> _BRIEF_
I need all the entries repeated exactly as written.

> _EXERCISE DATA_
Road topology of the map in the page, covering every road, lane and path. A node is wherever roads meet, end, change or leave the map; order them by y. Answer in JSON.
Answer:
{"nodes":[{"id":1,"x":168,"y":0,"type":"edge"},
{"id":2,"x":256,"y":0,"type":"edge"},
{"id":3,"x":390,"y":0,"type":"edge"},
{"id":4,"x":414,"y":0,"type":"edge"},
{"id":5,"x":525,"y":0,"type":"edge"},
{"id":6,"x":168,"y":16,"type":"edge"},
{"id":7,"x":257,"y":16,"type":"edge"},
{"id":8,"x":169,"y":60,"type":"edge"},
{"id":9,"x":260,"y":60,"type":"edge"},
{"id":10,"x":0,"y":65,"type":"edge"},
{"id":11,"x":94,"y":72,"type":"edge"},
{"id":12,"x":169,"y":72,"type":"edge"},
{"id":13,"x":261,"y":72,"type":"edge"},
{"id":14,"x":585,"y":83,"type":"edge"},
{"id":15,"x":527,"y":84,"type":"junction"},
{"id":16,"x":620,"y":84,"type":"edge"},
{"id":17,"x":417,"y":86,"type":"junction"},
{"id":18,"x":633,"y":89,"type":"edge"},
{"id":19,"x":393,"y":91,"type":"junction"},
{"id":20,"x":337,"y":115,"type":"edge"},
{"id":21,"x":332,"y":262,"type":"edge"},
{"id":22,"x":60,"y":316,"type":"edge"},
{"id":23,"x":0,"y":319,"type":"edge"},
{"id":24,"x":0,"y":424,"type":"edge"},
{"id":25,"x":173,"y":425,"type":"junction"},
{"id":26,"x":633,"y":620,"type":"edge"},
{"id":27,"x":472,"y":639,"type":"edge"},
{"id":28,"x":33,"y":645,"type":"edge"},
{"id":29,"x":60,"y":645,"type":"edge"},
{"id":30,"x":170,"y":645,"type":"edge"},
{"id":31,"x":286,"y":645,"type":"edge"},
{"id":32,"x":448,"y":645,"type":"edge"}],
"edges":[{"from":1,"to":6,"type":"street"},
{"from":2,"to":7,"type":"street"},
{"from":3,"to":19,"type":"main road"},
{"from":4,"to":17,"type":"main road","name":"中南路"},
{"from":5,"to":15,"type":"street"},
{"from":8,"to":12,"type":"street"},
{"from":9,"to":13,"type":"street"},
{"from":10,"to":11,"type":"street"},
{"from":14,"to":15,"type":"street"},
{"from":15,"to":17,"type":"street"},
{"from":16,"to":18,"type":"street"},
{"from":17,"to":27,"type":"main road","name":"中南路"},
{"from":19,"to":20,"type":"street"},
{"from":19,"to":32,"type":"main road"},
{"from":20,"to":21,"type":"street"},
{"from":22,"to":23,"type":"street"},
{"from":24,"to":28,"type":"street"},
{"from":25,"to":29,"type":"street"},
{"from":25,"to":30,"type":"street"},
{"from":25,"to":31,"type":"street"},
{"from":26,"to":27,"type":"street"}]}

> _ANSWER AREA_
Road topology of the map in the page, covering every road, lane and path. A node is wherever roads meet, end, change or leave the map; order them by y. Answer in JSON.
Answer:
{"nodes":[{"id":1,"x":168,"y":0,"type":"edge"},
{"id":2,"x":256,"y":0,"type":"edge"},
{"id":3,"x":390,"y":0,"type":"edge"},
{"id":4,"x":414,"y":0,"type":"edge"},
{"id":5,"x":525,"y":0,"type":"edge"},
{"id":6,"x":168,"y":16,"type":"edge"},
{"id":7,"x":257,"y":16,"type":"edge"},
{"id":8,"x":169,"y":60,"type":"edge"},
{"id":9,"x":260,"y":60,"type":"edge"},
{"id":10,"x":0,"y":65,"type":"edge"},
{"id":11,"x":94,"y":72,"type":"edge"},
{"id":12,"x":169,"y":72,"type":"edge"},
{"id":13,"x":261,"y":72,"type":"edge"},
{"id":14,"x":585,"y":83,"type":"edge"},
{"id":15,"x":527,"y":84,"type":"junction"},
{"id":16,"x":620,"y":84,"type":"edge"},
{"id":17,"x":417,"y":86,"type":"junction"},
{"id":18,"x":633,"y":89,"type":"edge"},
{"id":19,"x":393,"y":91,"type":"junction"},
{"id":20,"x":337,"y":115,"type":"edge"},
{"id":21,"x":332,"y":262,"type":"edge"},
{"id":22,"x":60,"y":316,"type":"edge"},
{"id":23,"x":0,"y":319,"type":"edge"},
{"id":24,"x":0,"y":424,"type":"edge"},
{"id":25,"x":173,"y":425,"type":"junction"},
{"id":26,"x":633,"y":620,"type":"edge"},
{"id":27,"x":472,"y":639,"type":"edge"},
{"id":28,"x":33,"y":645,"type":"edge"},
{"id":29,"x":60,"y":645,"type":"edge"},
{"id":30,"x":170,"y":645,"type":"edge"},
{"id":31,"x":286,"y":645,"type":"edge"},
{"id":32,"x":448,"y":645,"type":"edge"}],
"edges":[{"from":1,"to":6,"type":"street"},
{"from":2,"to":7,"type":"street"},
{"from":3,"to":19,"type":"main road"},
{"from":4,"to":17,"type":"main road","name":"中南路"},
{"from":5,"to":15,"type":"street"},
{"from":8,"to":12,"type":"street"},
{"from":9,"to":13,"type":"street"},
{"from":10,"to":11,"type":"street"},
{"from":14,"to":15,"type":"street"},
{"from":15,"to":17,"type":"street"},
{"from":16,"to":18,"type":"street"},
{"from":17,"to":27,"type":"main road","name":"中南路"},
{"from":19,"to":20,"type":"street"},
{"from":19,"to":32,"type":"main road"},
{"from":20,"to":21,"type":"street"},
{"from":22,"to":23,"type":"street"},
{"from":24,"to":28,"type":"street"},
{"from":25,"to":29,"type":"street"},
{"from":25,"to":30,"type":"street"},
{"from":25,"to":31,"type":"street"},
{"from":26,"to":27,"type":"street"}]}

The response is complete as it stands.